_Task instructions:_ Would you return each record that follows word for word, without its pictures?

(Stored data entries)
..............................

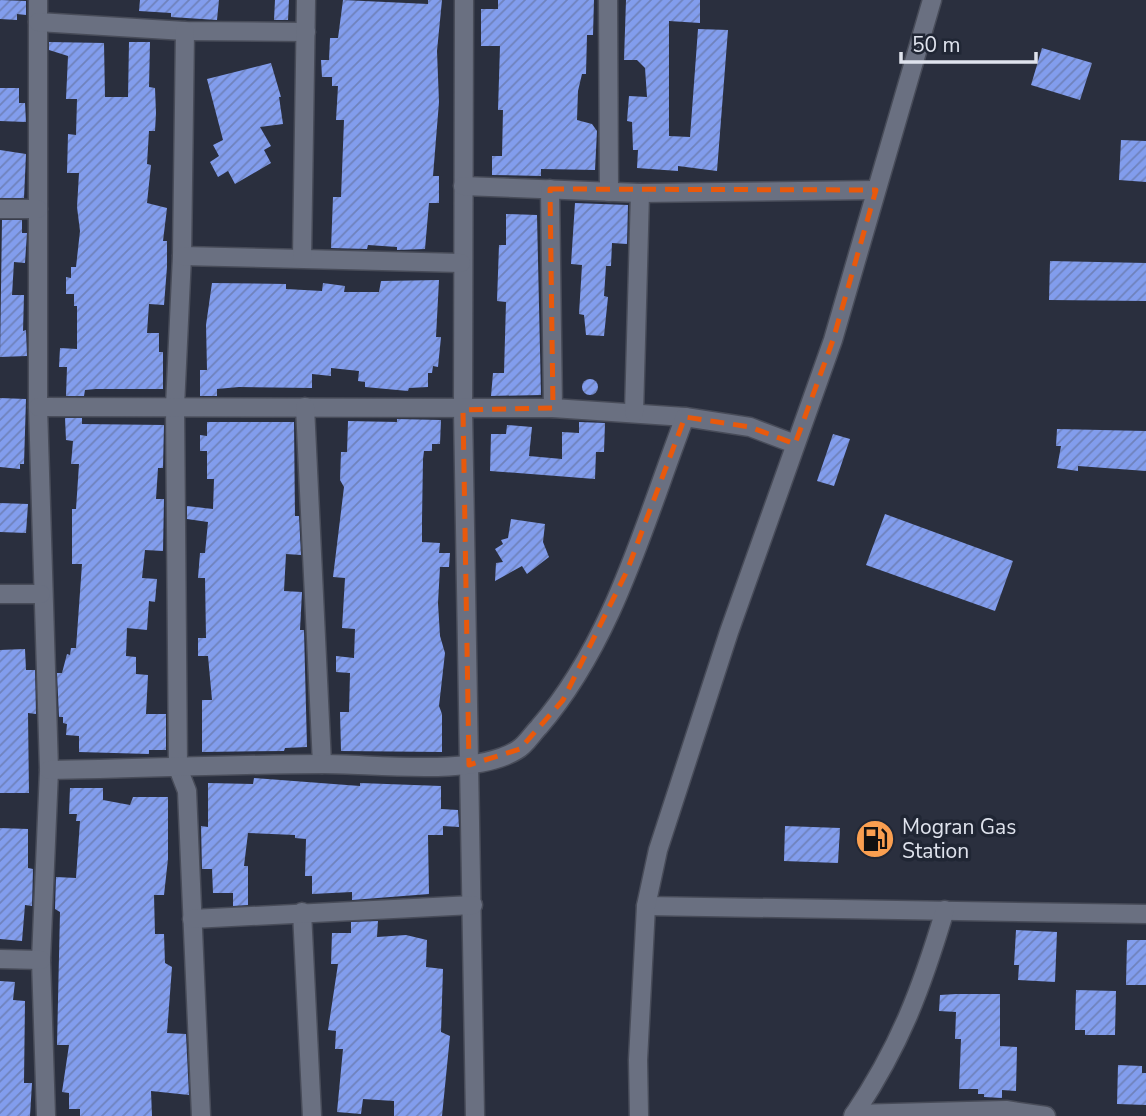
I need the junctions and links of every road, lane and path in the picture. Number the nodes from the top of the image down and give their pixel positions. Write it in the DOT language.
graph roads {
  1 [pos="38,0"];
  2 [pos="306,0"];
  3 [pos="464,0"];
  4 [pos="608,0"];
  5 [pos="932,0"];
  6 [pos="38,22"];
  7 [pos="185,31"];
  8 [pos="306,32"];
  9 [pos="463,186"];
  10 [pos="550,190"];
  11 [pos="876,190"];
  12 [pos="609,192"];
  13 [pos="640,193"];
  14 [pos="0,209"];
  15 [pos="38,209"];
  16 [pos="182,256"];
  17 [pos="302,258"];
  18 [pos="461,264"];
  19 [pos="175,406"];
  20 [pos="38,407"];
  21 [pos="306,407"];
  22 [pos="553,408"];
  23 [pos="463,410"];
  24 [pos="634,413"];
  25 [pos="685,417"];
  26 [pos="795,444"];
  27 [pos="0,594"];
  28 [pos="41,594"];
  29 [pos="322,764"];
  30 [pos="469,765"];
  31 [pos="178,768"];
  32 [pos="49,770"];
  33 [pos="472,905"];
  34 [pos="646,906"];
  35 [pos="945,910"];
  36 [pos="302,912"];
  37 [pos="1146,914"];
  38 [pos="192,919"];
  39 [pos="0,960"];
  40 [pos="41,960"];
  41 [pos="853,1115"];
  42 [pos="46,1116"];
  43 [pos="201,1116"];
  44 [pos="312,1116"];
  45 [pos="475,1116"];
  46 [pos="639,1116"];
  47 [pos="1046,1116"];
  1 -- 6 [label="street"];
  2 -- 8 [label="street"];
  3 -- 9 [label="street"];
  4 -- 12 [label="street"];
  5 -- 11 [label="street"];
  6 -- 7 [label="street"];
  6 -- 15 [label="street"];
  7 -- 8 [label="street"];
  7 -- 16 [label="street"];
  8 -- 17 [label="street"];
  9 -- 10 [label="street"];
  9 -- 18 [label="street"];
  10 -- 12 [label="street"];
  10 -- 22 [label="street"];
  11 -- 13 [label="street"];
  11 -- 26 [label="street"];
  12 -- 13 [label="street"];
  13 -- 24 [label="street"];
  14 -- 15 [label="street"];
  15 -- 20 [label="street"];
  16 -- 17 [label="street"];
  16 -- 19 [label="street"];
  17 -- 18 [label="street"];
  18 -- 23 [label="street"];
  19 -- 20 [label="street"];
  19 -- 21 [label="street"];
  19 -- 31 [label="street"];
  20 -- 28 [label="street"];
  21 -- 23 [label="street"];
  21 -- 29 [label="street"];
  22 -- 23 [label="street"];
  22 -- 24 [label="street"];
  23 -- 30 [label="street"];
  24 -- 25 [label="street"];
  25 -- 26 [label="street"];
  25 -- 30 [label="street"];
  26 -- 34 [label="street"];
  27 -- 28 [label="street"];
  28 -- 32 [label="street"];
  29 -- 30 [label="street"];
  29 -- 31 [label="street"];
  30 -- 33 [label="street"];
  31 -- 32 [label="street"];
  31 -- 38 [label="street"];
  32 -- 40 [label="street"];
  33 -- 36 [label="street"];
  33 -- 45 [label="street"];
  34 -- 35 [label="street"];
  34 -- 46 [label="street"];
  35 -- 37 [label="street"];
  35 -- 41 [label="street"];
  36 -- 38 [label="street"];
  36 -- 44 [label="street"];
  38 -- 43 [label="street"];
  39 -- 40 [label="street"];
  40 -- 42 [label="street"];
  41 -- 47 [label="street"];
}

..............................

_Solved problem:_
I need the junctions and links of every road, lane and path in the picture. Number the nodes from the top of the image down and give their pixel positions. Write it in the DOT language.
graph roads {
  1 [pos="38,0"];
  2 [pos="306,0"];
  3 [pos="464,0"];
  4 [pos="608,0"];
  5 [pos="932,0"];
  6 [pos="38,22"];
  7 [pos="185,31"];
  8 [pos="306,32"];
  9 [pos="463,186"];
  10 [pos="550,190"];
  11 [pos="876,190"];
  12 [pos="609,192"];
  13 [pos="640,193"];
  14 [pos="0,209"];
  15 [pos="38,209"];
  16 [pos="182,256"];
  17 [pos="302,258"];
  18 [pos="461,264"];
  19 [pos="175,406"];
  20 [pos="38,407"];
  21 [pos="306,407"];
  22 [pos="553,408"];
  23 [pos="463,410"];
  24 [pos="634,413"];
  25 [pos="685,417"];
  26 [pos="795,444"];
  27 [pos="0,594"];
  28 [pos="41,594"];
  29 [pos="322,764"];
  30 [pos="469,765"];
  31 [pos="178,768"];
  32 [pos="49,770"];
  33 [pos="472,905"];
  34 [pos="646,906"];
  35 [pos="945,910"];
  36 [pos="302,912"];
  37 [pos="1146,914"];
  38 [pos="192,919"];
  39 [pos="0,960"];
  40 [pos="41,960"];
  41 [pos="853,1115"];
  42 [pos="46,1116"];
  43 [pos="201,1116"];
  44 [pos="312,1116"];
  45 [pos="475,1116"];
  46 [pos="639,1116"];
  47 [pos="1046,1116"];
  1 -- 6 [label="street"];
  2 -- 8 [label="street"];
  3 -- 9 [label="street"];
  4 -- 12 [label="street"];
  5 -- 11 [label="street"];
  6 -- 7 [label="street"];
  6 -- 15 [label="street"];
  7 -- 8 [label="street"];
  7 -- 16 [label="street"];
  8 -- 17 [label="street"];
  9 -- 10 [label="street"];
  9 -- 18 [label="street"];
  10 -- 12 [label="street"];
  10 -- 22 [label="street"];
  11 -- 13 [label="street"];
  11 -- 26 [label="street"];
  12 -- 13 [label="street"];
  13 -- 24 [label="street"];
  14 -- 15 [label="street"];
  15 -- 20 [label="street"];
  16 -- 17 [label="street"];
  16 -- 19 [label="street"];
  17 -- 18 [label="street"];
  18 -- 23 [label="street"];
  19 -- 20 [label="street"];
  19 -- 21 [label="street"];
  19 -- 31 [label="street"];
  20 -- 28 [label="street"];
  21 -- 23 [label="street"];
  21 -- 29 [label="street"];
  22 -- 23 [label="street"];
  22 -- 24 [label="street"];
  23 -- 30 [label="street"];
  24 -- 25 [label="street"];
  25 -- 26 [label="street"];
  25 -- 30 [label="street"];
  26 -- 34 [label="street"];
  27 -- 28 [label="street"];
  28 -- 32 [label="street"];
  29 -- 30 [label="street"];
  29 -- 31 [label="street"];
  30 -- 33 [label="street"];
  31 -- 32 [label="street"];
  31 -- 38 [label="street"];
  32 -- 40 [label="street"];
  33 -- 36 [label="street"];
  33 -- 45 [label="street"];
  34 -- 35 [label="street"];
  34 -- 46 [label="street"];
  35 -- 37 [label="street"];
  35 -- 41 [label="street"];
  36 -- 38 [label="street"];
  36 -- 44 [label="street"];
  38 -- 43 [label="street"];
  39 -- 40 [label="street"];
  40 -- 42 [label="street"];
  41 -- 47 [label="street"];
}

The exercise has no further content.